The movie satirizes greed, conniving heirs, astronomically expensive land prices, extorionate inheritance taxes, media frenzies (the most frequent and prolong target), narrow-minded charity, and massive police operations. The leader of the gang before she takes over is an orphan whose code name is “Lightning” (Kazama Toru). The more simple-minded of his genial underlings “Wind” (Uchida Katsuyoshi) is the unlikely romantic lead (especially surprising in that Kazama Tóru is the one with movie-hearthrob good looks; he went on to play the lead in “Bloom in the Moonlight” but has not become a real movie star). The third is little developed, though clearly he is a devoted son to his ailing mother, “Rain” (Nishikawa Hiroshi). Also, Kirin Kiki is quite amusing as a former servant of the “grand old lady.”

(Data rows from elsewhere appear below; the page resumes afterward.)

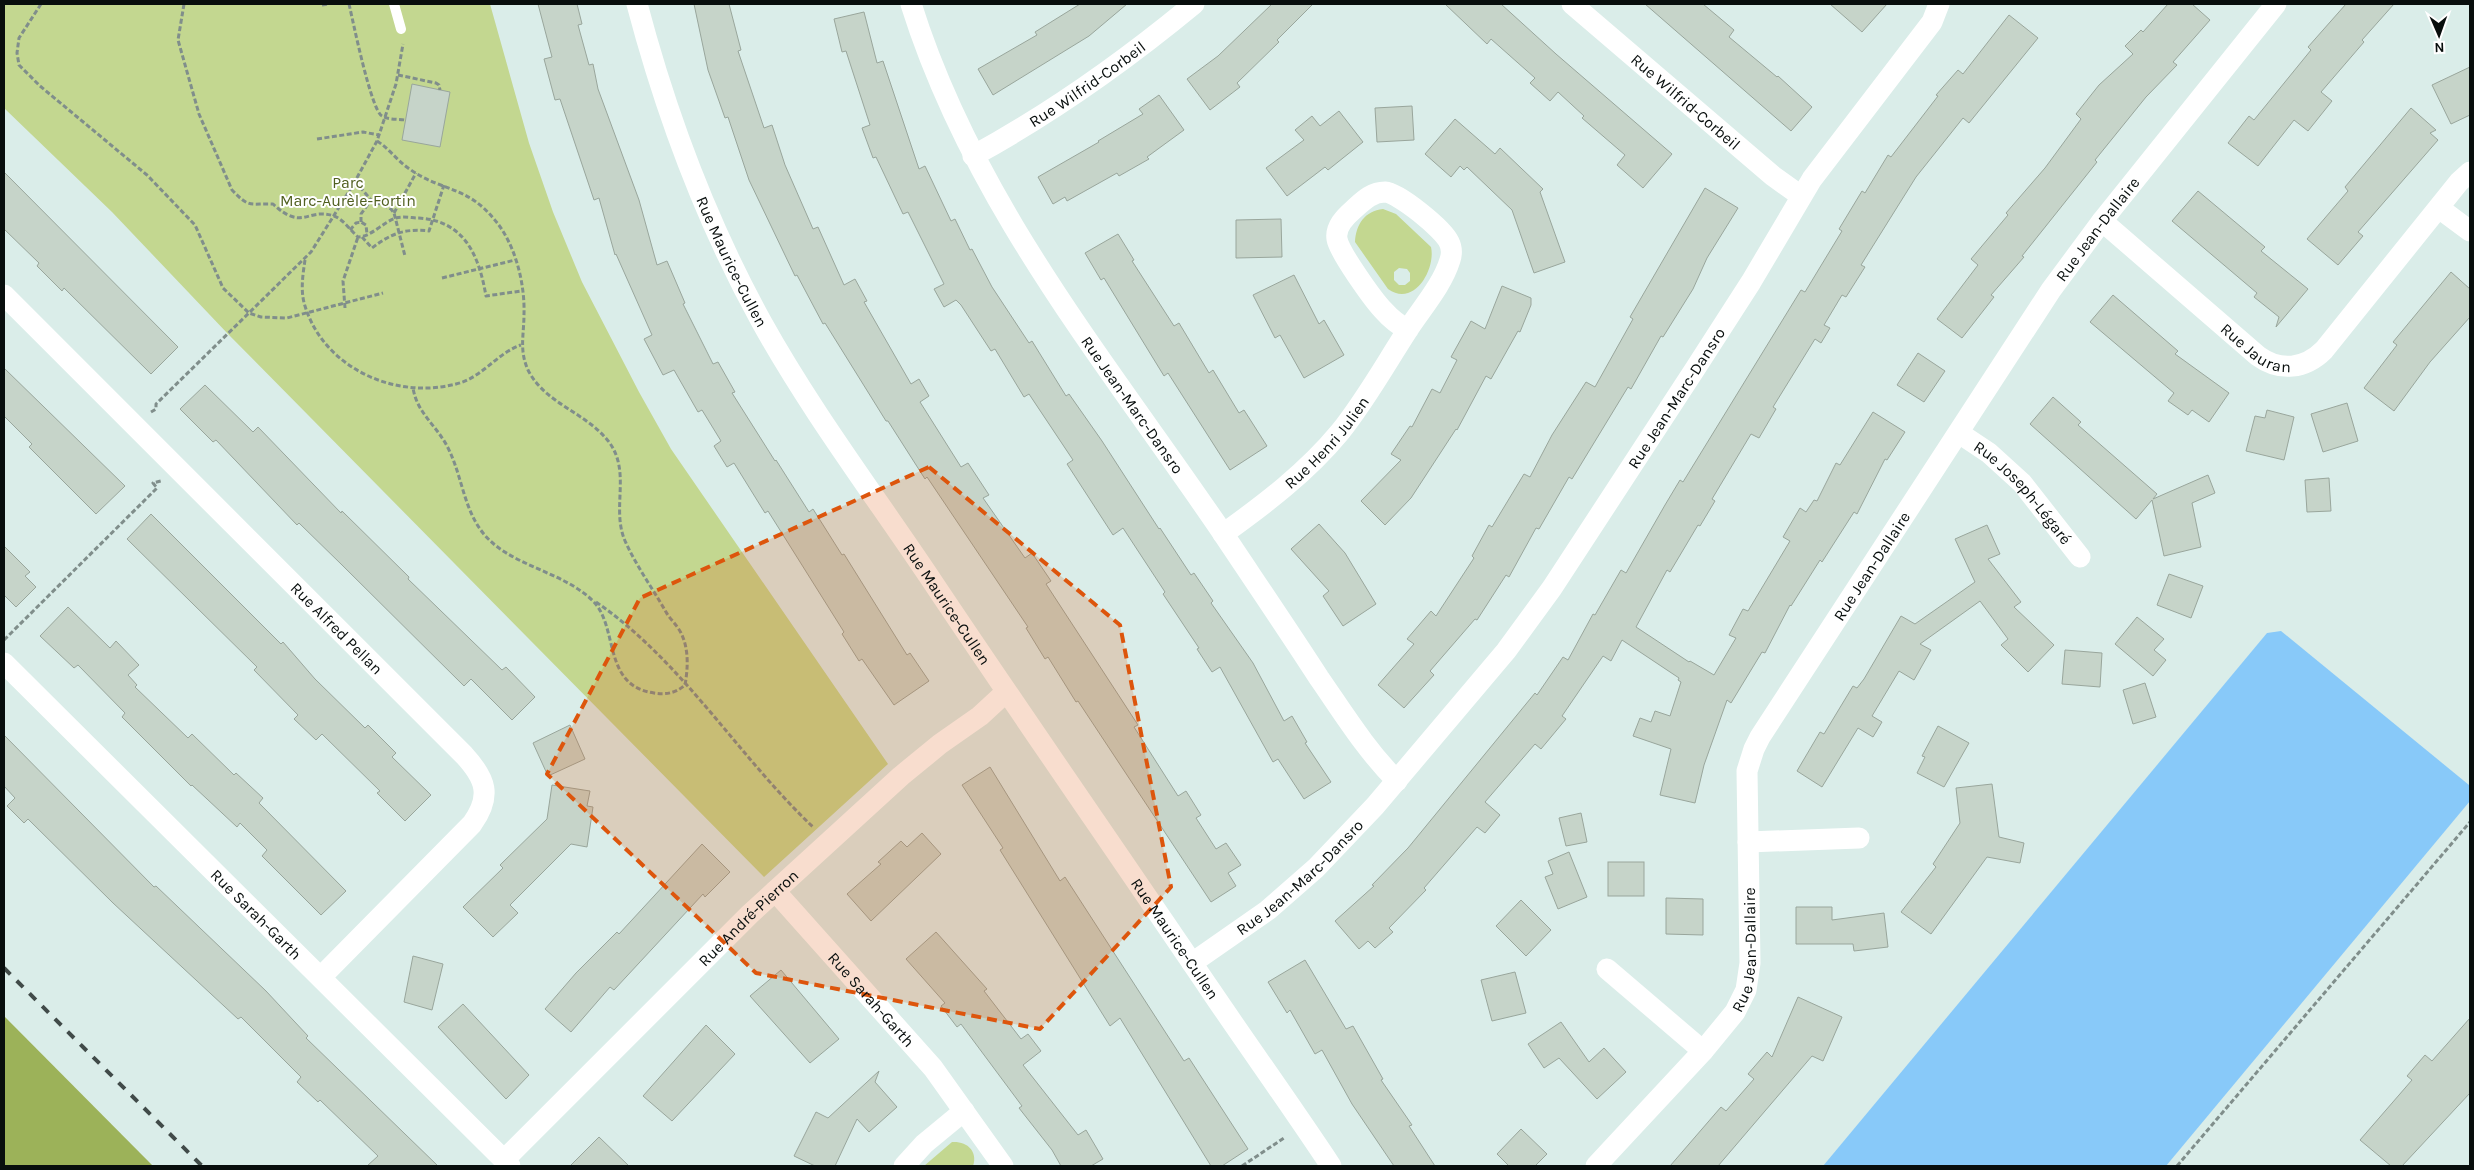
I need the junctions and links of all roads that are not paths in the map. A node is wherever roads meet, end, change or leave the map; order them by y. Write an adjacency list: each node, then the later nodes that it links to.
1 (394, 4): 8 (lane)
2 (637, 4): 21 (street, Rue Maurice-Cullen)
3 (911, 4): 9 (street, Rue Jean-Marc-Dansro)
4 (1194, 4): 9 (street, Rue Wilfrid-Corbeil)
5 (1572, 4): 11 (street, Rue Wilfrid-Corbeil)
6 (1939, 4): 11 (street, Rue Jean-Marc-Dansro)
7 (2276, 4): 13 (street, Rue Jean-Dallaire)
8 (400, 29)
9 (973, 156): 18 (street, Rue Jean-Marc-Dansro)
10 (2470, 172): 12 (street, Rue Jauran)
11 (1801, 196): 22 (street, Rue Jean-Marc-Dansro)
12 (2439, 208): 13 (street, Rue Jauran); 14 (street)
13 (2102, 221): 17 (street, Rue Jean-Dallaire)
14 (2470, 230)
15 (4, 295): 28 (street, Rue Alfred Pellan)
16 (1408, 330): 16 (street, Rue Henri Julien); 18 (street, Rue Henri Julien)
17 (1959, 433): 19 (street, Rue Joseph-Légaré); 24 (street, Rue Jean-Dallaire)
18 (1223, 534): 22 (street, Rue Jean-Marc-Dansro)
19 (2080, 556)
20 (4, 663): 28 (street, Rue Sarah-Garth)
21 (1006, 692): 25 (street, Rue André-Pierron); 26 (street, Rue Maurice-Cullen)
22 (1397, 781): 26 (street, Rue Jean-Marc-Dansro)
23 (1859, 838): 24 (street)
24 (1748, 842): 29 (street, Rue Jean-Dallaire)
25 (775, 891): 30 (street, Rue Sarah-Garth); 31 (street, Rue André-Pierron)
26 (1192, 964): 34 (street, Rue Maurice-Cullen)
27 (1606, 969): 29 (street)
28 (321, 977): 31 (street, Rue Sarah-Garth)
29 (1703, 1051): 35 (street, Rue Jean-Dallaire)
30 (964, 1111): 32 (street); 33 (street, Rue Sarah-Garth)
31 (507, 1163)
32 (904, 1166)
33 (1003, 1166)
34 (1330, 1166)
35 (1596, 1166)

Okamoto won the Japanese Academy Awards for both direction and screenplay for “Dayukai”; Kitabayashi received the award for best actress, Kawashima Akimasa and Suzuki Akira for best editing; Ogata was nominated for best actor, Kirin Kiki for best supporting actress, Kishimoto Masahiro for best cinematography, Sató Masaru for best musical score (plus nominations for best sound, lighting, and picture).

The only DVD extras are three Japanese theatrical trailers. They are amusing, but I would have liked to hear from Okamoto, who is now dead (and who directed only two more movies after this one), and Kitabayashi, who is not and played a key role in a 2002 movie (Letter from the Mountain) for which she won another Japanese Academy Award. She was already playing old women in Ichikawa’s searing “Harp of Burma” in 1956. She also played the mother in Ichikawa’s The Temple of the Golden Pavilion and appeared in Okamoto’s brilliant 1968 kamikaze satire “Nikudan” (Human Bullet).